> _Task material_:
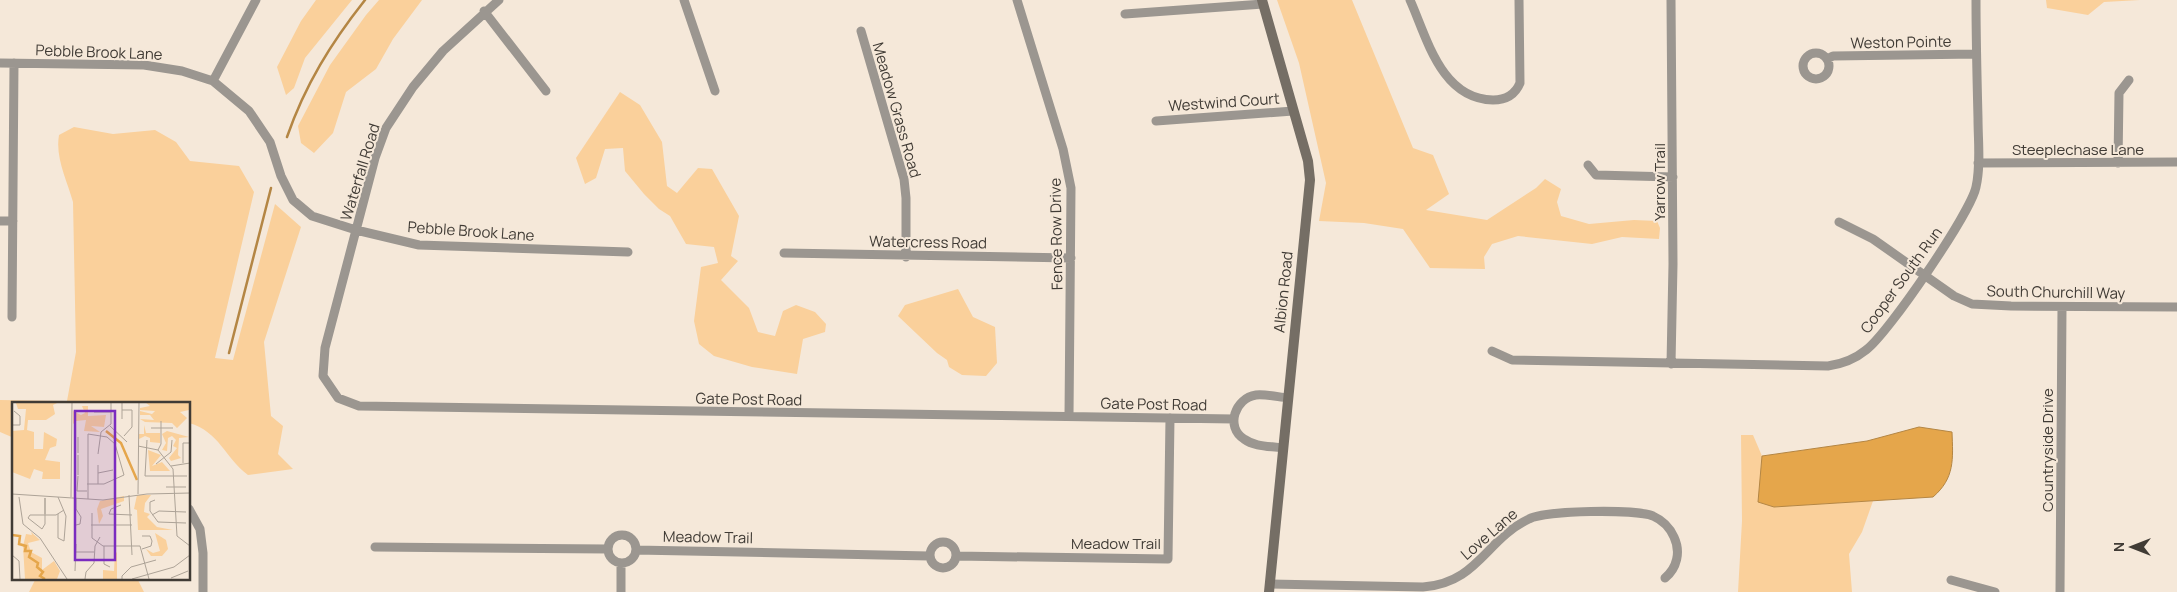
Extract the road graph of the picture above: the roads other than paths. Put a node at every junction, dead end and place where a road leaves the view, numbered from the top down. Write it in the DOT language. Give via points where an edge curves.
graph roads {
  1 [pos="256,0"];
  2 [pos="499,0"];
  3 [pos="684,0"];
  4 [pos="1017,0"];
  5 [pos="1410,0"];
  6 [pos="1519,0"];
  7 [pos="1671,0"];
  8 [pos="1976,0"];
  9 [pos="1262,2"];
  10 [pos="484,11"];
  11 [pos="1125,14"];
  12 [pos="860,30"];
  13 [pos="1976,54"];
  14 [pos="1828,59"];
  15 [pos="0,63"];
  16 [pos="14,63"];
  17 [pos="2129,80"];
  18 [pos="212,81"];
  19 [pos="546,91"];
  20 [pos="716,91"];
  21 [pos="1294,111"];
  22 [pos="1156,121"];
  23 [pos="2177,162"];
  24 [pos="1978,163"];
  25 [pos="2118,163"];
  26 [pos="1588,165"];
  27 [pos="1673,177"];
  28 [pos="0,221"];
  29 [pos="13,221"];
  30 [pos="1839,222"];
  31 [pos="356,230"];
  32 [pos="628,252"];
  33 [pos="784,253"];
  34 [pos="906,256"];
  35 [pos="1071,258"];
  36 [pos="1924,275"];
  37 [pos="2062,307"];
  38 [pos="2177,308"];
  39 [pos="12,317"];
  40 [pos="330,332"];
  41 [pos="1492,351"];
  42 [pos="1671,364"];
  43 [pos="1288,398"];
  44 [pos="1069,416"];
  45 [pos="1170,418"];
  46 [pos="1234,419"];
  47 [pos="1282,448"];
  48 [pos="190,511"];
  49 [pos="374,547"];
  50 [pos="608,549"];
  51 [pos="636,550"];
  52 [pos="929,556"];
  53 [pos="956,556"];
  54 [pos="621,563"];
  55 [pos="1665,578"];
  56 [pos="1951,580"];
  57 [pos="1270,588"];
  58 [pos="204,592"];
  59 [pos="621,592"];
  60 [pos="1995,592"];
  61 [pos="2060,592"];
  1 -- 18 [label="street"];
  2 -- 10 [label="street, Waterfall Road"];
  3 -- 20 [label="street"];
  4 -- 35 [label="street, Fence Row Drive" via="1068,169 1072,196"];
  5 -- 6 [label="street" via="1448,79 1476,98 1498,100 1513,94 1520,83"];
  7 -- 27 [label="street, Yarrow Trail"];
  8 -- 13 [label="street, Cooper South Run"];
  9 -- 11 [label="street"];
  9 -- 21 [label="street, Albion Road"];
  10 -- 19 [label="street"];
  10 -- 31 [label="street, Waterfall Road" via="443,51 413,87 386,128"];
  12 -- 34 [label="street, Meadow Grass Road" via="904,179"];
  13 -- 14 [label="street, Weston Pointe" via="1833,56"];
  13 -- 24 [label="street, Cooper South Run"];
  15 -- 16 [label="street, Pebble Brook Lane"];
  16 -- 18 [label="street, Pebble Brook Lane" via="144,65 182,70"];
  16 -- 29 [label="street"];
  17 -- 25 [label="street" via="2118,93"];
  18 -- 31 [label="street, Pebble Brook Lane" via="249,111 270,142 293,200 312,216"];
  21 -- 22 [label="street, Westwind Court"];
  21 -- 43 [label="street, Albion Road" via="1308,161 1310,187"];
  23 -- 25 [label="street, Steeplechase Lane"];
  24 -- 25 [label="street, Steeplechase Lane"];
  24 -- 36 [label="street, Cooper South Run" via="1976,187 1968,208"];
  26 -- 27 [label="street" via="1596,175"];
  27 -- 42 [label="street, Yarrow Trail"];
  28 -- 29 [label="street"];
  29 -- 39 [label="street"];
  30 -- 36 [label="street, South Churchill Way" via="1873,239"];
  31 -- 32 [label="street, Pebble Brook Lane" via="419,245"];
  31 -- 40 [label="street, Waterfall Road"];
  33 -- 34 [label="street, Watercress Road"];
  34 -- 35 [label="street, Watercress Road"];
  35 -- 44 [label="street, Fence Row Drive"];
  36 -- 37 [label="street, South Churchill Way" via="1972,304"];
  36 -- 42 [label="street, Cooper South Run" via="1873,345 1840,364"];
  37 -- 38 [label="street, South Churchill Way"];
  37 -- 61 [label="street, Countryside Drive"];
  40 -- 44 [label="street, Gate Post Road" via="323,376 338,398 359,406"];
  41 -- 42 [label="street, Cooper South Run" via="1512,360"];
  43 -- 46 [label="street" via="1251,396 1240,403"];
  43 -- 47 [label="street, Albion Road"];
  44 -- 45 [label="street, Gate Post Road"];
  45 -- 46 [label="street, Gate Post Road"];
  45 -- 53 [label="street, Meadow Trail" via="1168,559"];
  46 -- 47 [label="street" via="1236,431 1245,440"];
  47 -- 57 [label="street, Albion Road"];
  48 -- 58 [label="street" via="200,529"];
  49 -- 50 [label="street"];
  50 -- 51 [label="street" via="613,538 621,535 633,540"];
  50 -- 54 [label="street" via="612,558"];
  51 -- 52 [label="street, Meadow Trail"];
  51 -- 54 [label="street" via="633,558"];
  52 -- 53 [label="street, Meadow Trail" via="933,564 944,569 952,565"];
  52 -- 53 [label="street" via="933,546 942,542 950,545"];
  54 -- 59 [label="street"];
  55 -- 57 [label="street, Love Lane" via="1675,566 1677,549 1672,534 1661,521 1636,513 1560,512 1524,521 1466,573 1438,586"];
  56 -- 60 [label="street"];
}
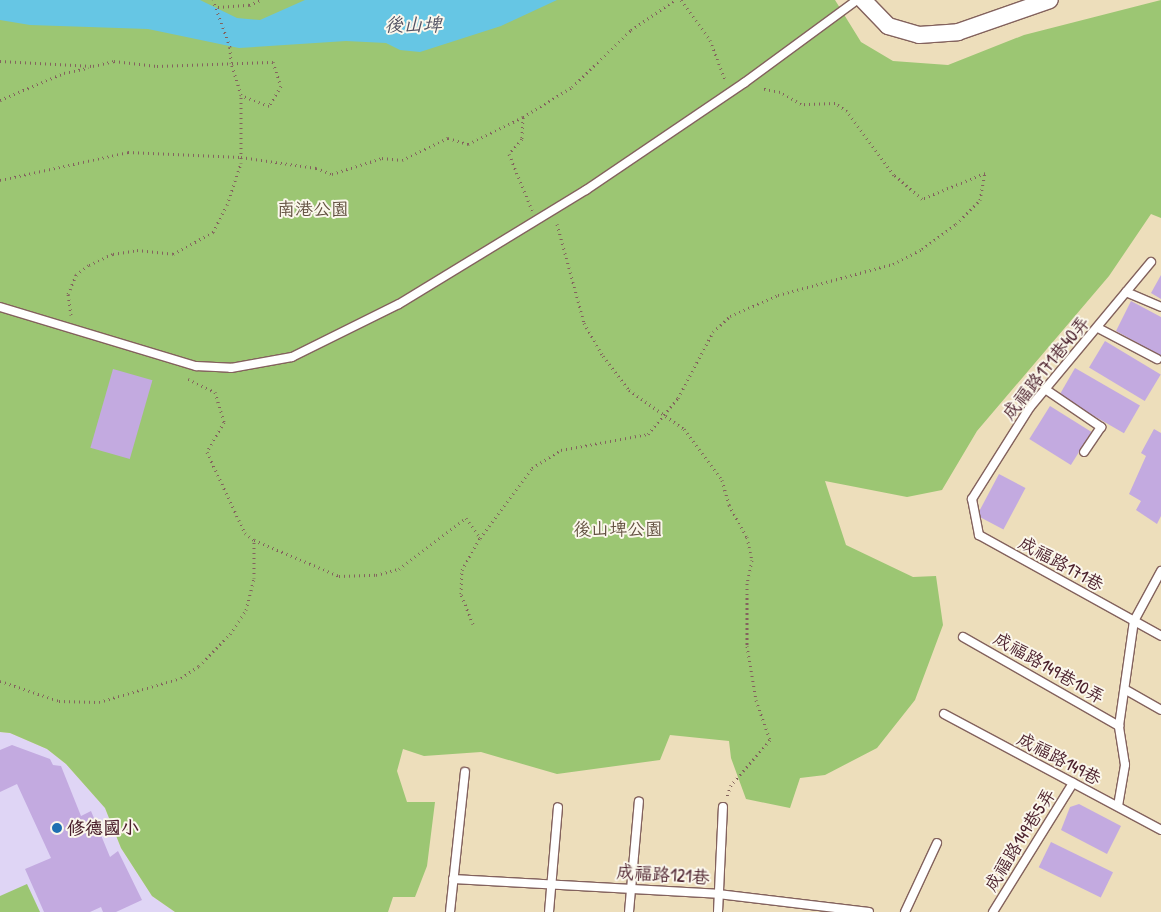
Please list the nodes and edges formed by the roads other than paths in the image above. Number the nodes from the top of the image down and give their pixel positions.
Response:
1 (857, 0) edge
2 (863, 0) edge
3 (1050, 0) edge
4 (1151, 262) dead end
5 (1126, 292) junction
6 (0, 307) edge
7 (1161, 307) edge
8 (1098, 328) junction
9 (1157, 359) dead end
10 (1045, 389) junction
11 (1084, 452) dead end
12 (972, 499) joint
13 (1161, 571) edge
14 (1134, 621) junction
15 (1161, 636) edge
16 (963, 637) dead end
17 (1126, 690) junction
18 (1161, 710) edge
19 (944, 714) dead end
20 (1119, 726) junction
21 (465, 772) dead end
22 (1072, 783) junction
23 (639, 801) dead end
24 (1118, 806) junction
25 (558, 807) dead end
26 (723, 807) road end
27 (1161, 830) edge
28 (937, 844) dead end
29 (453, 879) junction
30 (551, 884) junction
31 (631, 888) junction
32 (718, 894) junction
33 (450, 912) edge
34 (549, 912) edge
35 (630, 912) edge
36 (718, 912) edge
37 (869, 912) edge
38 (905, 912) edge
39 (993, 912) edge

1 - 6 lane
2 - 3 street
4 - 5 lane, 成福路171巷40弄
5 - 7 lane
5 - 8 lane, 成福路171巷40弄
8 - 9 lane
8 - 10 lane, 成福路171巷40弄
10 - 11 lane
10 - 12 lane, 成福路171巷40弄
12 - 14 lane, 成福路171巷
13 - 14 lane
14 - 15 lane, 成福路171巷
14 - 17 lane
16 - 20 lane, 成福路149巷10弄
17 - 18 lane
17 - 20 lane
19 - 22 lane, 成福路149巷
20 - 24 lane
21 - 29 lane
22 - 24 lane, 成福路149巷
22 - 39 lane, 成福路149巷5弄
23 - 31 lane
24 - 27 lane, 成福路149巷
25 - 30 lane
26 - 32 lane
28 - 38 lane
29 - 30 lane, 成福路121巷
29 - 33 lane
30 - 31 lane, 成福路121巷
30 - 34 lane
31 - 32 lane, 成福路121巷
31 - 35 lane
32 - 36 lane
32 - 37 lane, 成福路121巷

--

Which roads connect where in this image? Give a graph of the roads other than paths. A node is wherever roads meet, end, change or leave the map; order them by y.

> _What is needed_:
A single number is the answer: how many lines in the records above contain the word "image".

> _Your solution_:
2